### Data supplied

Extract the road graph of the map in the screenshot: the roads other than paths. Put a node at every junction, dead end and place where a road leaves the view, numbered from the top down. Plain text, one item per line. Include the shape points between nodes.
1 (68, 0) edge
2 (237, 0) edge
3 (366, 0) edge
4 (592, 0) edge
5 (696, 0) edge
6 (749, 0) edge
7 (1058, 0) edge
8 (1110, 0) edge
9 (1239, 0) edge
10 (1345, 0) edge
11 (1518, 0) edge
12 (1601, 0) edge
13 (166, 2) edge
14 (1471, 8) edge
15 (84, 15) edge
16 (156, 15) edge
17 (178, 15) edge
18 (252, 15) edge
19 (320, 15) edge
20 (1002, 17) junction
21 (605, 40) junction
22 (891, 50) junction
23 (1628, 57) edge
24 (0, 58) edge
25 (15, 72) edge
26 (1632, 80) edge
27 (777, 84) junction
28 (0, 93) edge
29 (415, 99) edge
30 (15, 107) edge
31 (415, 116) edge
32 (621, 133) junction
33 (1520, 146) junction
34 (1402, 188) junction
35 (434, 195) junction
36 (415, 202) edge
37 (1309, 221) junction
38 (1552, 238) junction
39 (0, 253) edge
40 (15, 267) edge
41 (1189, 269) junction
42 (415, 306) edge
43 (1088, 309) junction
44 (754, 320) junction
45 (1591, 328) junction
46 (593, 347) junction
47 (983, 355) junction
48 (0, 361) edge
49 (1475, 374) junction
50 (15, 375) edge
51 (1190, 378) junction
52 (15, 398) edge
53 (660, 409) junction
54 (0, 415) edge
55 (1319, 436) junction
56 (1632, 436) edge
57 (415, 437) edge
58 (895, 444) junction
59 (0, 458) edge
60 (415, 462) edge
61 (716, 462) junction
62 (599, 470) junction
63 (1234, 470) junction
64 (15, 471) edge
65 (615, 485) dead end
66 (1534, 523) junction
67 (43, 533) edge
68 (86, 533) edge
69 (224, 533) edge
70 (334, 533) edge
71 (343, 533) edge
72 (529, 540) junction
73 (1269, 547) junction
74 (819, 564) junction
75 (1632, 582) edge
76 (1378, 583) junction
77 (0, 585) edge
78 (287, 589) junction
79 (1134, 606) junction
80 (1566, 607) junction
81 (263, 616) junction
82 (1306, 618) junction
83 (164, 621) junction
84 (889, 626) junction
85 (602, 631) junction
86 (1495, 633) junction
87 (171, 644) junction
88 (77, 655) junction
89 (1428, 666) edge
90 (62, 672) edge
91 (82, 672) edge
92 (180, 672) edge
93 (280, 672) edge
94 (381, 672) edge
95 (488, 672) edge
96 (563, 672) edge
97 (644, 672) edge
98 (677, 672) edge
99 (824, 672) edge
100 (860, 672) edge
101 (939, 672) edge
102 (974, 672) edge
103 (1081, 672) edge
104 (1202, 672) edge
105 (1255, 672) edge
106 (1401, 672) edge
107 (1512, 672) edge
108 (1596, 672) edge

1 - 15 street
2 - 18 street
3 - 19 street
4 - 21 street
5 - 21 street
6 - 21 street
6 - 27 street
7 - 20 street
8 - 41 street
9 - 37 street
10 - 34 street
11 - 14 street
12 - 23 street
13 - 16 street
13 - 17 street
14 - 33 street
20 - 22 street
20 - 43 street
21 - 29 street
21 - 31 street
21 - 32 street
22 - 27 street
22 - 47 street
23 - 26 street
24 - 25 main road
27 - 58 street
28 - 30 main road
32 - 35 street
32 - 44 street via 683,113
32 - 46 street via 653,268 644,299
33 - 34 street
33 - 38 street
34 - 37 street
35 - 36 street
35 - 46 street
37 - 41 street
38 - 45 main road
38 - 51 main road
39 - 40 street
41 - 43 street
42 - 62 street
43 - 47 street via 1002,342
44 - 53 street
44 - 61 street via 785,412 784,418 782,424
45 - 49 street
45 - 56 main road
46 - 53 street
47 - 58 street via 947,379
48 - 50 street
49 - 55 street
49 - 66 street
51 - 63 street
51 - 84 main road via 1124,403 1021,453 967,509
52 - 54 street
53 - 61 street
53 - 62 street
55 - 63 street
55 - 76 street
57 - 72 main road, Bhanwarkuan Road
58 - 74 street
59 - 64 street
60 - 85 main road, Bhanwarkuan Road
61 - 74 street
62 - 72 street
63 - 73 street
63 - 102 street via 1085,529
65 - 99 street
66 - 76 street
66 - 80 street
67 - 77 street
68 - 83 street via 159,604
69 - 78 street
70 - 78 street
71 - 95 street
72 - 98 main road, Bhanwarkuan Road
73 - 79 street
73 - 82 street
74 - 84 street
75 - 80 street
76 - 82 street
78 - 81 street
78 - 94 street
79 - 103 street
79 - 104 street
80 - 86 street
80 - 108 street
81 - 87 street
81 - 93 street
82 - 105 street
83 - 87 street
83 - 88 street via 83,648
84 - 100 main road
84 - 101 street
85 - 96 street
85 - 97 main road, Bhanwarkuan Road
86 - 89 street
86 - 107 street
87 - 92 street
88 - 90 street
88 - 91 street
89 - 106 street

### Exercise details
Set the records above down again. Match them exactly.

### Answer to the exercise
Extract the road graph of the map in the screenshot: the roads other than paths. Put a node at every junction, dead end and place where a road leaves the view, numbered from the top down. Plain text, one item per line. Include the shape points between nodes.
1 (68, 0) edge
2 (237, 0) edge
3 (366, 0) edge
4 (592, 0) edge
5 (696, 0) edge
6 (749, 0) edge
7 (1058, 0) edge
8 (1110, 0) edge
9 (1239, 0) edge
10 (1345, 0) edge
11 (1518, 0) edge
12 (1601, 0) edge
13 (166, 2) edge
14 (1471, 8) edge
15 (84, 15) edge
16 (156, 15) edge
17 (178, 15) edge
18 (252, 15) edge
19 (320, 15) edge
20 (1002, 17) junction
21 (605, 40) junction
22 (891, 50) junction
23 (1628, 57) edge
24 (0, 58) edge
25 (15, 72) edge
26 (1632, 80) edge
27 (777, 84) junction
28 (0, 93) edge
29 (415, 99) edge
30 (15, 107) edge
31 (415, 116) edge
32 (621, 133) junction
33 (1520, 146) junction
34 (1402, 188) junction
35 (434, 195) junction
36 (415, 202) edge
37 (1309, 221) junction
38 (1552, 238) junction
39 (0, 253) edge
40 (15, 267) edge
41 (1189, 269) junction
42 (415, 306) edge
43 (1088, 309) junction
44 (754, 320) junction
45 (1591, 328) junction
46 (593, 347) junction
47 (983, 355) junction
48 (0, 361) edge
49 (1475, 374) junction
50 (15, 375) edge
51 (1190, 378) junction
52 (15, 398) edge
53 (660, 409) junction
54 (0, 415) edge
55 (1319, 436) junction
56 (1632, 436) edge
57 (415, 437) edge
58 (895, 444) junction
59 (0, 458) edge
60 (415, 462) edge
61 (716, 462) junction
62 (599, 470) junction
63 (1234, 470) junction
64 (15, 471) edge
65 (615, 485) dead end
66 (1534, 523) junction
67 (43, 533) edge
68 (86, 533) edge
69 (224, 533) edge
70 (334, 533) edge
71 (343, 533) edge
72 (529, 540) junction
73 (1269, 547) junction
74 (819, 564) junction
75 (1632, 582) edge
76 (1378, 583) junction
77 (0, 585) edge
78 (287, 589) junction
79 (1134, 606) junction
80 (1566, 607) junction
81 (263, 616) junction
82 (1306, 618) junction
83 (164, 621) junction
84 (889, 626) junction
85 (602, 631) junction
86 (1495, 633) junction
87 (171, 644) junction
88 (77, 655) junction
89 (1428, 666) edge
90 (62, 672) edge
91 (82, 672) edge
92 (180, 672) edge
93 (280, 672) edge
94 (381, 672) edge
95 (488, 672) edge
96 (563, 672) edge
97 (644, 672) edge
98 (677, 672) edge
99 (824, 672) edge
100 (860, 672) edge
101 (939, 672) edge
102 (974, 672) edge
103 (1081, 672) edge
104 (1202, 672) edge
105 (1255, 672) edge
106 (1401, 672) edge
107 (1512, 672) edge
108 (1596, 672) edge

1 - 15 street
2 - 18 street
3 - 19 street
4 - 21 street
5 - 21 street
6 - 21 street
6 - 27 street
7 - 20 street
8 - 41 street
9 - 37 street
10 - 34 street
11 - 14 street
12 - 23 street
13 - 16 street
13 - 17 street
14 - 33 street
20 - 22 street
20 - 43 street
21 - 29 street
21 - 31 street
21 - 32 street
22 - 27 street
22 - 47 street
23 - 26 street
24 - 25 main road
27 - 58 street
28 - 30 main road
32 - 35 street
32 - 44 street via 683,113
32 - 46 street via 653,268 644,299
33 - 34 street
33 - 38 street
34 - 37 street
35 - 36 street
35 - 46 street
37 - 41 street
38 - 45 main road
38 - 51 main road
39 - 40 street
41 - 43 street
42 - 62 street
43 - 47 street via 1002,342
44 - 53 street
44 - 61 street via 785,412 784,418 782,424
45 - 49 street
45 - 56 main road
46 - 53 street
47 - 58 street via 947,379
48 - 50 street
49 - 55 street
49 - 66 street
51 - 63 street
51 - 84 main road via 1124,403 1021,453 967,509
52 - 54 street
53 - 61 street
53 - 62 street
55 - 63 street
55 - 76 street
57 - 72 main road, Bhanwarkuan Road
58 - 74 street
59 - 64 street
60 - 85 main road, Bhanwarkuan Road
61 - 74 street
62 - 72 street
63 - 73 street
63 - 102 street via 1085,529
65 - 99 street
66 - 76 street
66 - 80 street
67 - 77 street
68 - 83 street via 159,604
69 - 78 street
70 - 78 street
71 - 95 street
72 - 98 main road, Bhanwarkuan Road
73 - 79 street
73 - 82 street
74 - 84 street
75 - 80 street
76 - 82 street
78 - 81 street
78 - 94 street
79 - 103 street
79 - 104 street
80 - 86 street
80 - 108 street
81 - 87 street
81 - 93 street
82 - 105 street
83 - 87 street
83 - 88 street via 83,648
84 - 100 main road
84 - 101 street
85 - 96 street
85 - 97 main road, Bhanwarkuan Road
86 - 89 street
86 - 107 street
87 - 92 street
88 - 90 street
88 - 91 street
89 - 106 street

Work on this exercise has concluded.